Puleng Matsaneng raises the fascinating question of whether good practice among spirituality practitioners should aspire to universal standards, or should, rather, take on different features in response to the needs of different cultures. How far is it right, for example, to relate to a spiritual director in the way that one might to an elder in a traditional African community? Many would argue that good practice in Western church cultures at present necessarily involves close collaborative working between priests, religious and laypeople, and Michael Edwards considers what this looks like in Ignatian ministry, with particular reference to education.

When Vatican II considered renewal, one of its orientations was towards ressourcement, a return to the sources of Christian faith and inspiration. It is not surprising, then, that one way to carry forward the renewal of Ignatian spirituality is to look closely at the text of the Spiritual Exercises itself, considering aspects of it that might have been overlooked or undervalued. In this light Johannes Maria Steinke asks why Ignatius appears to give only material for a single day in outlining the First Week of the Exercises. Gerald O’Mahony takes a close look at the seventh of the Second Week’s rules for discernment, drawing on the insights of modern psychology. Wilkie Au’s concern is with gratitude, and how it can be fostered throughout the course of life by the experience of the Exercises.

The Ignatian approach is often typified as one that starts ‘from below’, in that it begins with human experience rather than with divine revelation. Ignatius built into early Jesuit training an experience of penury, making a pilgrimage on foot while reliant wholly on alms for food and shelter. Brendan McManus reflects on how this demanding undertaking has shaped his own faith, both at the time and subsequently. Demonstrating that it is possible to benefit from negative as well as positive experiences, Antonio Guillén learns to recognise where impulses go astray and self-deception enters into the process of discernment, in order to guard against such distortions more readily in future when seeking to do God’s will. The theme of learning from our history is picked up in Tom Shufflebotham’s article, which argues for a different reading of the twentieth-century rediscovery and renewal of the Ignatian individually guided retreat from that which is generally offered.

Any issue of The Way can only present a small selection of current thought on spirituality. This is true even if, as here, it confines itself to its core concern with Ignatian spirituality. In Spain the recently published Diccionario de espiritualidad ignaciana magnificently aspires to a complete survey of this entire field. While we wait for something comparable to be produced in English, an article on the theme of love by J. Antonio García Rodríguez can at least give a flavour of what is available beyond the English-speaking world.

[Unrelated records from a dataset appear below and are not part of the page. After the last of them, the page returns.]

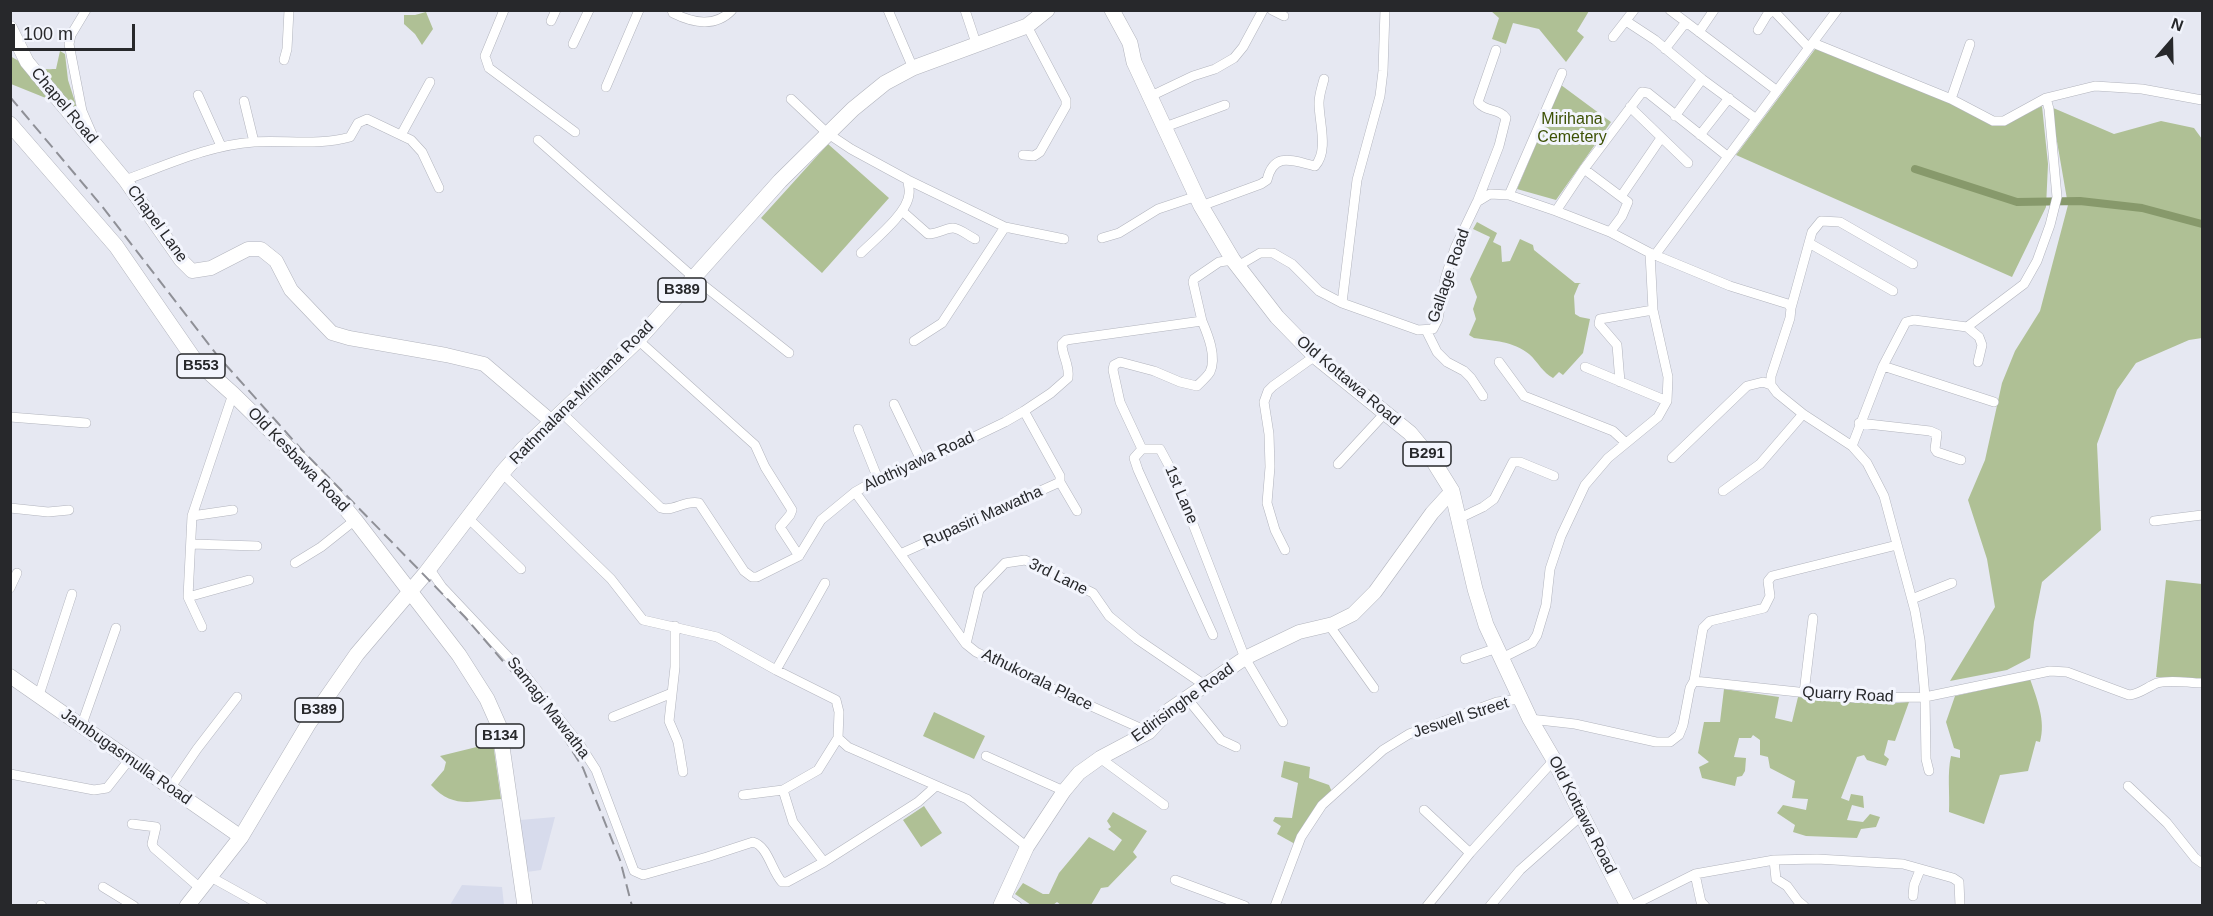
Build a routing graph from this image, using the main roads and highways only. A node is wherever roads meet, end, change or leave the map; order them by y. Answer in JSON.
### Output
{"nodes":[{"id":1,"x":1033,"y":10,"type":"edge"},
{"id":2,"x":1047,"y":10,"type":"edge"},
{"id":3,"x":1102,"y":10,"type":"edge"},
{"id":4,"x":1112,"y":10,"type":"edge"},
{"id":5,"x":992,"y":37,"type":"junction"},
{"id":6,"x":1134,"y":62,"type":"junction"},
{"id":7,"x":10,"y":124,"type":"edge"},
{"id":8,"x":410,"y":592,"type":"junction"},
{"id":9,"x":191,"y":904,"type":"edge"},
{"id":10,"x":525,"y":906,"type":"edge"},
{"id":11,"x":1629,"y":906,"type":"edge"}],
"edges":[{"from":1,"to":5,"type":"main road","name":"Rathmalana-Mirihana Road","number":"B389"},
{"from":2,"to":5,"type":"main road","name":"Rathmalana-Mirihana Road","number":"B389"},
{"from":3,"to":6,"type":"main road","name":"Old Kottawa Road","number":"B291"},
{"from":4,"to":6,"type":"main road","name":"Old Kottawa Road","number":"B291"},
{"from":5,"to":8,"type":"main road","name":"Rathmalana-Mirihana Road","number":"B389"},
{"from":6,"to":11,"type":"main road","name":"Old Kottawa Road","number":"B291"},
{"from":7,"to":8,"type":"main road","name":"Old Kesbawa Road","number":"B553"},
{"from":8,"to":9,"type":"main road","number":"B389"},
{"from":8,"to":10,"type":"main road","name":"Old Kesbawa Road","number":"B134"}]}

There is much talk in the Roman Catholic Church today of a ‘hermeneutic of continuity’; it is suggested that Vatican II has too often been interpreted as representing a complete break with tradition, whereas it is better understood as being continuous with much of what went before. No doubt this question will go on being debated within the Church at large. Whatever the answer, it is certainly the case that Ignatian spirituality has in recent decades renewed itself in ways that exhibit clear continuities with practices dating back to the time of Ignatius, while fully respecting the varying outlooks of different settings and societies. Whether it seeks to help people experience God more fully in the townships of South Africa or the schools of Britain, the pathway to God first opened up by Ignatius shows no signs of losing its direction or reaching a dead end.